---------- RECORD EXTRACTS
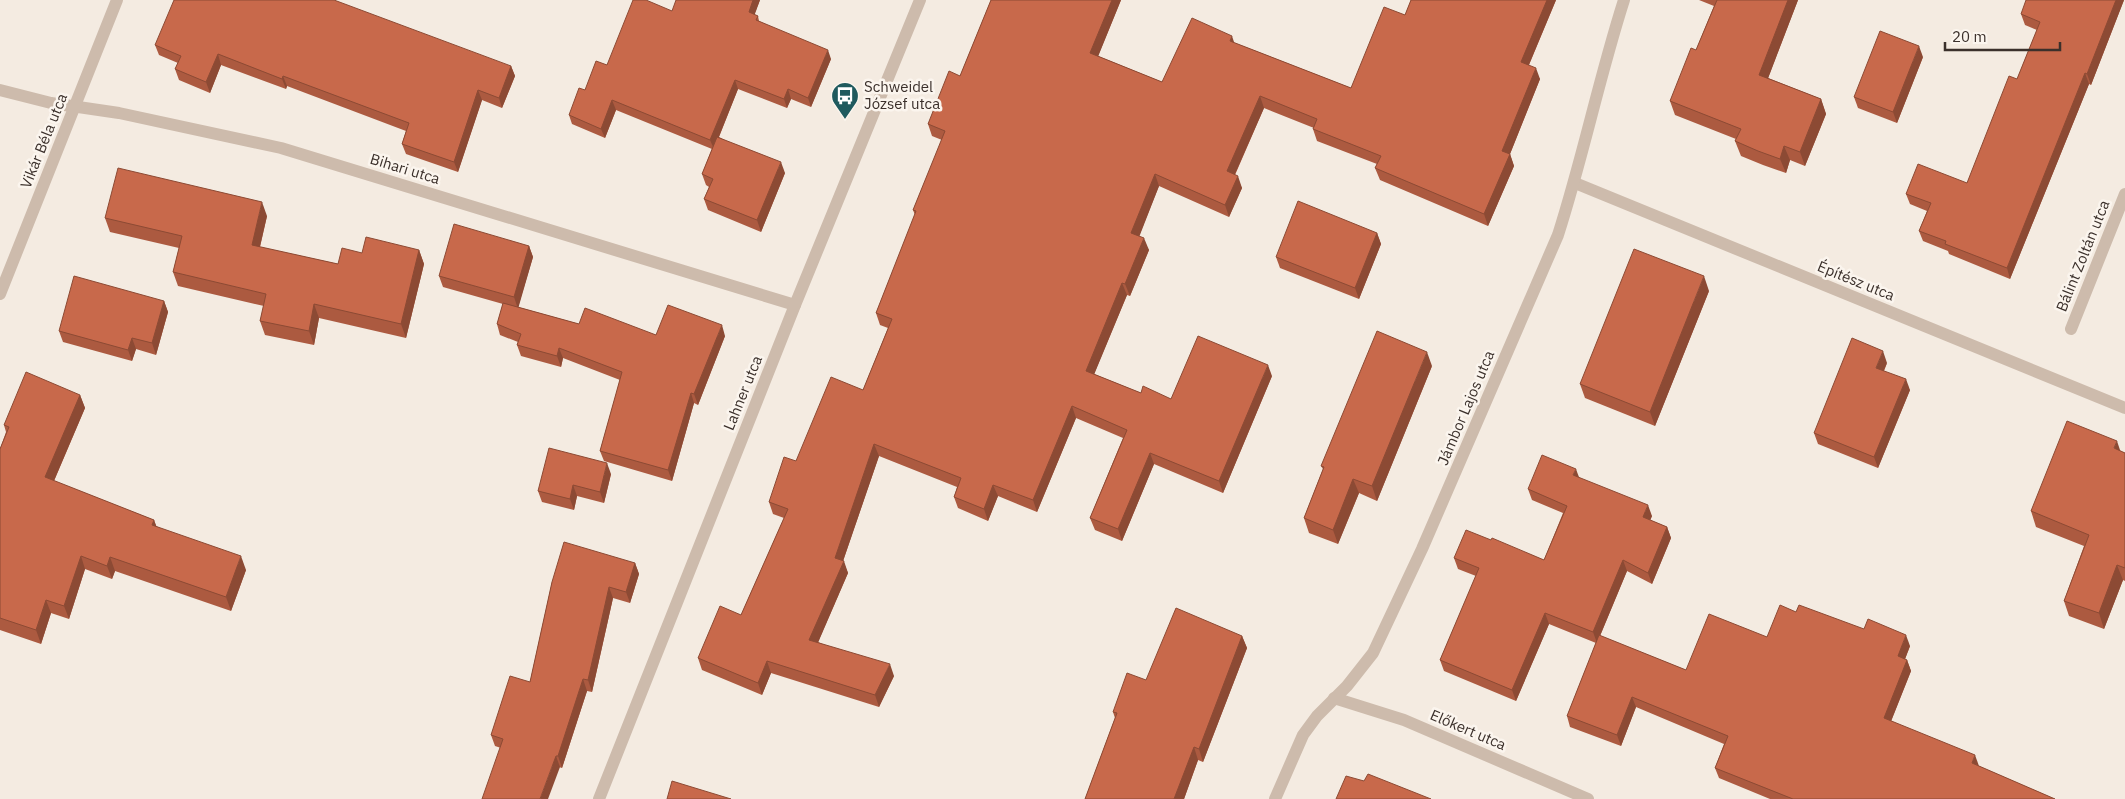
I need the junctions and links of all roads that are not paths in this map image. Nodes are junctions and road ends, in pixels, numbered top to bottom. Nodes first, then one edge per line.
1 (117, 0) edge
2 (920, 0) edge
3 (1624, 0) edge
4 (0, 90) edge
5 (76, 107) junction
6 (1575, 183) junction
7 (2125, 194) edge
8 (0, 294) edge
9 (795, 305) junction
10 (2071, 329) dead end
11 (2125, 408) edge
12 (1334, 698) junction
13 (599, 799) edge
14 (1275, 799) edge
15 (1588, 799) edge

1 - 5 street, Vikár Béla utca
2 - 9 street, Lahner utca
3 - 6 street, Jámbor Lajos utca
4 - 5 street, Bihari utca
5 - 8 street, Vikár Béla utca
5 - 9 street, Bihari utca
6 - 11 street, Építész utca
6 - 12 street, Jámbor Lajos utca
7 - 10 street, Bálint Zoltán utca
9 - 13 street, Lahner utca
12 - 14 street, Jámbor Lajos utca
12 - 15 street, Előkert utca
--------------------
_PROBLEM TO WORK ON_
The answer must be an exact reproduction of the records, with every picture left out.

_RESULT OF THIS TASK_
I need the junctions and links of all roads that are not paths in this map image. Nodes are junctions and road ends, in pixels, numbered top to bottom. Nodes first, then one edge per line.
1 (117, 0) edge
2 (920, 0) edge
3 (1624, 0) edge
4 (0, 90) edge
5 (76, 107) junction
6 (1575, 183) junction
7 (2125, 194) edge
8 (0, 294) edge
9 (795, 305) junction
10 (2071, 329) dead end
11 (2125, 408) edge
12 (1334, 698) junction
13 (599, 799) edge
14 (1275, 799) edge
15 (1588, 799) edge

1 - 5 street, Vikár Béla utca
2 - 9 street, Lahner utca
3 - 6 street, Jámbor Lajos utca
4 - 5 street, Bihari utca
5 - 8 street, Vikár Béla utca
5 - 9 street, Bihari utca
6 - 11 street, Építész utca
6 - 12 street, Jámbor Lajos utca
7 - 10 street, Bálint Zoltán utca
9 - 13 street, Lahner utca
12 - 14 street, Jámbor Lajos utca
12 - 15 street, Előkert utca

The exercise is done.